До «подножия престола» дело пока еще не дошло. Но вот министру юстиции Сухово-Кобылин уже слал «адрес»:
«Ваше сиятельство.
Закон не дозволяет мне видеть Вас, но оскорбление, нанесенное моему имени, и страдания, которые я безвинно и противузаконно должен был вытерпеть, дают мне право беспокоить Вас.
Я не имею никакой нужды в оправдании. Взгляд Ваш на дело убедит Вас в этом…»
Потом и над этим своим письмом он будет иронизировать, изображая диалог недоуменного просителя и умудренного чиновника:
— В чем же невинному человеку оправдываться?
— Невинному, сударь, и оправдываться, а виновный у меня не оправдается — за это я вам отвечаю. Продолжайте.
«…но я прошу Вас именем правосудия, которого Вы главнейший орган, обратить строгое внимание Ваше на вопрос: за что я был взят и содержим в тюрьме и почему судопроизводство не оградило мое имя от дела по смертоубийству. Это вопрос о чести гражданина, и я не могу допустить в себе мысли, чтобы он не был первым вопросом судебного правосудия».
Что является извечно первым вопросом судебного правосудия в России, он узнает позднее, когда его незрячий поводырь, упорный в своем стремлении открыть ему глаза, проведет его по коридорам всех судебных инстанций империи — от низших до высших. И тогда, отчаявшийся и уставший от беспрестанного требования взяток, от откровенного шантажа, от бесконечных опровержений лжесвидетельств, от подтасовок и фальсификаций, от унижений и оскорблений, он скажет:
— Когда ближе, как можно ближе посмотришь на эту матушку-Расею — какая полная и преполная чаша безобразий. Язык устает говорить, глаза уста-ют смотреть.
И произнесет слова еще более жесткие:
— Богом, правдою и совестью оставленная Россия — куда идешь ты — в сопутствии твоих воров, грабителей, негодяев, скотов и бездельников?
Но в те ноябрьские дни 1850 года он был еще далек от понимания этих истин. И только относительно себя самого, своей судьбы он многое уже прозревал.
«Жизнь начинаю постигать иначе, — пишет он, сидя в тюрьме. — Труд, труд и труд. Возобновляющий освежительный труд. Среди природы под утренним дыханием… Да будет это начало — начало новой эпохи в моей жизни… Мое заключение жестокое, потому что безвинное — ведет меня на другой путь и потому благодатное».
В его могучей, страстной и жизнестойкой натуре была заложена врожденная способность возрождаться из пепла и грязи.
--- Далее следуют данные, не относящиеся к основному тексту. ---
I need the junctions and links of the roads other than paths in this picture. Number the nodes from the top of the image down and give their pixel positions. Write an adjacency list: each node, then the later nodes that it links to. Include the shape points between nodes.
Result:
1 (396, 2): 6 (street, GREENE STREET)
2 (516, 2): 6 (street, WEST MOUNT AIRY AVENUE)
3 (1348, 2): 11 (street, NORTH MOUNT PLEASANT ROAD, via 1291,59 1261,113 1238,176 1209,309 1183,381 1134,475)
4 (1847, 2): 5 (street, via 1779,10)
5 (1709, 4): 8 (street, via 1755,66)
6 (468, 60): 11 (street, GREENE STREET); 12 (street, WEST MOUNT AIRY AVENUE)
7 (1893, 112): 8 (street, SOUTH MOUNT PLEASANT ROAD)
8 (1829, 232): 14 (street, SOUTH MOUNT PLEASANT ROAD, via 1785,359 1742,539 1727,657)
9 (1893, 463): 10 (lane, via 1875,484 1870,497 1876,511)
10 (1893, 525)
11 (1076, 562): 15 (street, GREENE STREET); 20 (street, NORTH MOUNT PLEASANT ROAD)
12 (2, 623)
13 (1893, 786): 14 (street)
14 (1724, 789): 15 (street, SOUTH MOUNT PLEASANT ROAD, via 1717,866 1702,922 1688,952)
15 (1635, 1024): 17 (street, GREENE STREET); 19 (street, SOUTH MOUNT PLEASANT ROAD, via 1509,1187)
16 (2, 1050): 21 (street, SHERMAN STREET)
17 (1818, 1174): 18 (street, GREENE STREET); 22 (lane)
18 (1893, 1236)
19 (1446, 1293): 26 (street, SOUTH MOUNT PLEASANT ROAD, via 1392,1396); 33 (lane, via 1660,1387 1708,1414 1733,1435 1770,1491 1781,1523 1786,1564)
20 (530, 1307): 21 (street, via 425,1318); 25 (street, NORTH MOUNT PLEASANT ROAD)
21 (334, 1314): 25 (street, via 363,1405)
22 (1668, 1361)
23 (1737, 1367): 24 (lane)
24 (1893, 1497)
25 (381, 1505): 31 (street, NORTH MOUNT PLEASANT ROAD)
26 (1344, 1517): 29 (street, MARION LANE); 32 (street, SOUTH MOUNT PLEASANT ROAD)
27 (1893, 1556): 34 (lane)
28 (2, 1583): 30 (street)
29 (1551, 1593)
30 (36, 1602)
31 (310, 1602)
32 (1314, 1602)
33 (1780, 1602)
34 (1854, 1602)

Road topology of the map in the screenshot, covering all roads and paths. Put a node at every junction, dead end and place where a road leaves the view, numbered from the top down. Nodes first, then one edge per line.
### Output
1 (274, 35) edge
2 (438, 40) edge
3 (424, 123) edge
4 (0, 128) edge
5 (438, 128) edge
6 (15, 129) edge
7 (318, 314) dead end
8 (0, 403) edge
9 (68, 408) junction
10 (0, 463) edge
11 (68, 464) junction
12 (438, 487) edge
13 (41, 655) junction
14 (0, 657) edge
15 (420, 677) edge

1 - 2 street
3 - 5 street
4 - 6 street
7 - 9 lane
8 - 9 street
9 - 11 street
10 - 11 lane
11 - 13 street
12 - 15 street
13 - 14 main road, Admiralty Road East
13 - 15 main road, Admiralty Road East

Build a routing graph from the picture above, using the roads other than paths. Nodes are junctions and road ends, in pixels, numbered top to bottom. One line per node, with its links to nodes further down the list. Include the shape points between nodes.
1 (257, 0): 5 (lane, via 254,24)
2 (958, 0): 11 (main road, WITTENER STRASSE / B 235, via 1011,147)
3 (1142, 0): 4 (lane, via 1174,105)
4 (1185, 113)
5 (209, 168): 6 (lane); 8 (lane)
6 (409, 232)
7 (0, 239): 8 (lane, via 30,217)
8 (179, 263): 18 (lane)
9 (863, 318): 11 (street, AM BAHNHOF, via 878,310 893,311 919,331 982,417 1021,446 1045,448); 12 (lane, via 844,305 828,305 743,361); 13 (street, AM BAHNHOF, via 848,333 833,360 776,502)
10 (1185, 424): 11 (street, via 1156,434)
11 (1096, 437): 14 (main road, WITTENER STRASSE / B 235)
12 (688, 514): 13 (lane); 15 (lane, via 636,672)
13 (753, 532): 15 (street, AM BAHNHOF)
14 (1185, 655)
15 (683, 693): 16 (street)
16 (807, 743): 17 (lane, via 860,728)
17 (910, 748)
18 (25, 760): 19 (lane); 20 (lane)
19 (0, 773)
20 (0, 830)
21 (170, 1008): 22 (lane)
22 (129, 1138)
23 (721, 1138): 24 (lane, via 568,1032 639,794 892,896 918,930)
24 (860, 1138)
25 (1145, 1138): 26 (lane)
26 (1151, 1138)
И именно эта счастливая способность, верным признаком которой служит наличие в нем особого внутреннего жала, напитанного ядом язвительных самооценок, а не бодрящие упражнения шведской гимнастики, которую он делал в тюремной камере, чтобы укрепить свои нервы и не сойти с ума, спасла его от отчаяния и разложения духа.
«Мне очень грустно и ужасно одиноко, — писал он сестре Евдокии, — я испытываю судьбу ребенка, избалованного любовью, и учусь быть и жить в одиночестве. Я не думал, что это будет так трудно, и как все такие дети, не знал цены того, что мне давали. Я прохожу школу, как говорится, но к чему?»